Mentre nuovi attori guadagnano terreno accanto ai giornalisti professionisti nel settore dell’informazione, l’UNESCO ha pubblicato uno studio globale intitolato ” Dietro gli schermi: approfondimenti dai creatori di contenuti digitali “. Il rapporto fornisce approfondimenti interessanti sul modo in cui i creatori di contenuti digitali considerano il loro lavoro e sottolinea la loro vulnerabilità alla disinformazione e alla cattiva informazione.
Chi sono questi “influencer”? Nel suo rapporto, l’autrice Dr. Louisa Ha definisce i creatori di contenuti digitali come “individui che pubblicano regolarmente contenuti online per il consumo pubblico e hanno più di 1.000 follower”. Le persone che hanno partecipato al sondaggio nei cinque continenti hanno meno di 35 anni e “hanno tra 1.000 e 10.000 follower”.
L’autore nota un “profondo senso di scopo” tra i creatori di contenuti. La maggior parte si impegna in questa attività per insegnare agli altri ciò che sa: le principali motivazioni identificate sono “condividere la conoscenza” (26%), “guadagnare un reddito” (23,8%) e intrattenere (23,4%). Anche se vogliono condividere la loro opinione e conoscenza, la maggior parte di loro ritiene che la loro influenza sia limitata.
Verifica dei fatti e fonti attendibili
Secondo lo studio, i creatori di contenuti digitali ritengono che le informazioni che pubblicano siano verificate e accurate. Tuttavia, solo circa un terzo di loro afferma di verificare le proprie fonti, mentre un altro terzo condivide i contenuti finché si fida della fonte. L’ultimo terzo non verifica sistematicamente le informazioni: il 15,8% “condivide solo i contenuti che [ritiene] divertenti o utili senza verificarne l’accuratezza” e il 13,2% “verifica solo l’accuratezza dei contenuti delle notizie”, ma non altri tipi di contenuti.
Per quanto riguarda le fonti, il 58,1% degli intervistati afferma di creare contenuti dalle proprie esperienze e incontri personali, e il 39% dalle proprie ricerche e interviste con esperti. Circa il 37% utilizza informazioni da fonti online diverse dai media tradizionali, e un altro 37% condivide notizie dai media tradizionali. Circa il 30% utilizza “suggerimenti e spunti da seguiti, follower e amici”.
Tuttavia, la maggioranza (68,7%) “crede di promuovere il pensiero critico e l’alfabetizzazione digitale, anche se non effettua un controllo dei fatti e una valutazione approfonditi delle fonti”, mostra il rapporto. Questa mancanza di rigore “può essere particolarmente problematica in tempi di crisi, poiché può causare la diffusione di disinformazione, causando confusione e panico tra il pubblico”, nota il dott. Ha.

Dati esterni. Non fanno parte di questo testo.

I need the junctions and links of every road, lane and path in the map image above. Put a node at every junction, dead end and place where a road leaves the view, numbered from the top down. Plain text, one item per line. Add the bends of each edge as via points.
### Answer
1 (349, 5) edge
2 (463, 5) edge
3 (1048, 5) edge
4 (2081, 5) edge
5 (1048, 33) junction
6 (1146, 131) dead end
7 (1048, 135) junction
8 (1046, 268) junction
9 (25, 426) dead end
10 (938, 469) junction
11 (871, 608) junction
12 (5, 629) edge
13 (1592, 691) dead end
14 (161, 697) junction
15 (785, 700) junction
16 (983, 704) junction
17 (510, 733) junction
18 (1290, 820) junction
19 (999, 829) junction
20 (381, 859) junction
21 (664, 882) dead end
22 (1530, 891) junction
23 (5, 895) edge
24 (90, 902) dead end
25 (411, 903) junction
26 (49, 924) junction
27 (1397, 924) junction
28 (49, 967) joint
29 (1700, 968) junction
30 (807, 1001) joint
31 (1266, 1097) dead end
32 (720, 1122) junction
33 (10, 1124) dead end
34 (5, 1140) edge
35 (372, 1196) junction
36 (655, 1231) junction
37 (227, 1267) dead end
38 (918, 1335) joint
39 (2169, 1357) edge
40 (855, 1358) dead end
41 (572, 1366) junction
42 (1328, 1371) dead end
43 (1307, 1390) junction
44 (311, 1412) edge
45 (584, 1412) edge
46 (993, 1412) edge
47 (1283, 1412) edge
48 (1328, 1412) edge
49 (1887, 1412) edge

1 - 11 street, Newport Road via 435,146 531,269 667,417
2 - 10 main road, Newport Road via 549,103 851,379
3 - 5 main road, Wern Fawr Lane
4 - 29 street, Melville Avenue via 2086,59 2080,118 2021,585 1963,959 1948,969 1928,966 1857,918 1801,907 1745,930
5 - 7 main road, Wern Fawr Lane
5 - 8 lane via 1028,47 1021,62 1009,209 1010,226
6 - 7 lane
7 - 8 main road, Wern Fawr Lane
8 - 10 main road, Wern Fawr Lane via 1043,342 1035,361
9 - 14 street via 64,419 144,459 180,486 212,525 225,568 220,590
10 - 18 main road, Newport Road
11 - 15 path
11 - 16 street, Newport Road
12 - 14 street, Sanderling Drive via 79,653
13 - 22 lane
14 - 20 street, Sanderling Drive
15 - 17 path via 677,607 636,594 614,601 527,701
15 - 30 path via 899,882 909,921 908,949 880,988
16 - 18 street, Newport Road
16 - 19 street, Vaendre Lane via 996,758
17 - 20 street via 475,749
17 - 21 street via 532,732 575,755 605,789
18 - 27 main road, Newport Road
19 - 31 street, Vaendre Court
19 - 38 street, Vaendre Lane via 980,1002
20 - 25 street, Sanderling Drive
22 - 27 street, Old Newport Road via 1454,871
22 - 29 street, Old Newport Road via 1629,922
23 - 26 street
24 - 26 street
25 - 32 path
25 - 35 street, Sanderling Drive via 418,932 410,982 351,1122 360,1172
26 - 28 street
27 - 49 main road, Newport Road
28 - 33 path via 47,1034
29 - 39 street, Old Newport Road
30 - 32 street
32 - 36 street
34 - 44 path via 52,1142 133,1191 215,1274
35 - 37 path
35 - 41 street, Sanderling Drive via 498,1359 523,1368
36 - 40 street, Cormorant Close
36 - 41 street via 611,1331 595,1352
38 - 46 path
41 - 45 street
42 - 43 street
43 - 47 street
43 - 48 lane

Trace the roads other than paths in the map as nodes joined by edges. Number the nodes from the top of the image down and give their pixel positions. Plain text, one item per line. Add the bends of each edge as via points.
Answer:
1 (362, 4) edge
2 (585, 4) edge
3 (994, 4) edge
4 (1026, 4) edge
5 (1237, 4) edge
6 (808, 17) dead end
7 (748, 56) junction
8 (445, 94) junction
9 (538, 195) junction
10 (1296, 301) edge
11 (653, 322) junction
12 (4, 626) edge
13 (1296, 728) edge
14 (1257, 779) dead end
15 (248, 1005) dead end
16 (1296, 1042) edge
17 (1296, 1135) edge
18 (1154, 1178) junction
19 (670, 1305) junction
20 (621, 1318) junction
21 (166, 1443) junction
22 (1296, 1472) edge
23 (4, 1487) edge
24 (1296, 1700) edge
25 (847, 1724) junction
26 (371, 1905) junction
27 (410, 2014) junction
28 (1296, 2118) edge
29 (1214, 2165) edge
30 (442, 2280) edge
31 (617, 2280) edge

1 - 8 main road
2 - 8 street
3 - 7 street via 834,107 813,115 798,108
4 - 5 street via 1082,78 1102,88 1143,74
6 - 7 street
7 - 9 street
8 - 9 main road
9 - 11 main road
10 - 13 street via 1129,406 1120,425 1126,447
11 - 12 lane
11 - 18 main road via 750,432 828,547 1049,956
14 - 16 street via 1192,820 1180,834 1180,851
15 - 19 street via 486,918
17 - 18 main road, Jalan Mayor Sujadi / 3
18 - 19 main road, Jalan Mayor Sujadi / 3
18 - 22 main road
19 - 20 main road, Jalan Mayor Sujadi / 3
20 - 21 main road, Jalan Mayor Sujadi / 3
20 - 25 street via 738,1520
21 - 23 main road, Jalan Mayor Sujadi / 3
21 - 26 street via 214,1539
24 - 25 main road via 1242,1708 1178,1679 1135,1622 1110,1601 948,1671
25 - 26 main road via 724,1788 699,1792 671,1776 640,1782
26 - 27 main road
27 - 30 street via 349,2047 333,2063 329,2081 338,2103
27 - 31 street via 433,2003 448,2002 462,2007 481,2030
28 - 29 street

Bilanciare l’autenticità con gli interessi commerciali
Altre sfide includono la mancanza di conoscenza in materia di quadri giuridici, la mancanza di trasparenza sui contenuti sponsorizzati, la considerazione etica riguardo ai resoconti sensazionalistici e basati sui fatti, nonché gli interessi commerciali.
L’obiettivo primario di espandere il pubblico a volte porta gli influencer a scegliere tra la condivisione di contenuti qualitativi o attraenti. Il problema di “bilanciare l’autenticità con l’interesse commerciale” è che un aspetto di questo dilemma incoraggia la diffusione di informazioni sensazionalistiche, anche se dubbie. Condividono anche una sfida con i media tradizionali nel tentativo di “assicurarsi che i loro contenuti non perpetuino stereotipi”.
Le conclusioni dell’UNESCO evidenziano la necessità di rivolgersi a questi nuovi attori, l’85% dei quali non appartiene ad alcuna associazione professionale o sindacato in grado di fornire indicazioni su principi ed etica.
Il rapporto conclude che è urgente fornire ai creatori di contenuti digitali competenze di alfabetizzazione mediatica e corsi di formazione sulle pratiche etiche e sugli standard di libertà di espressione: il 73% ha affermato di essere pronto a seguire la formazione.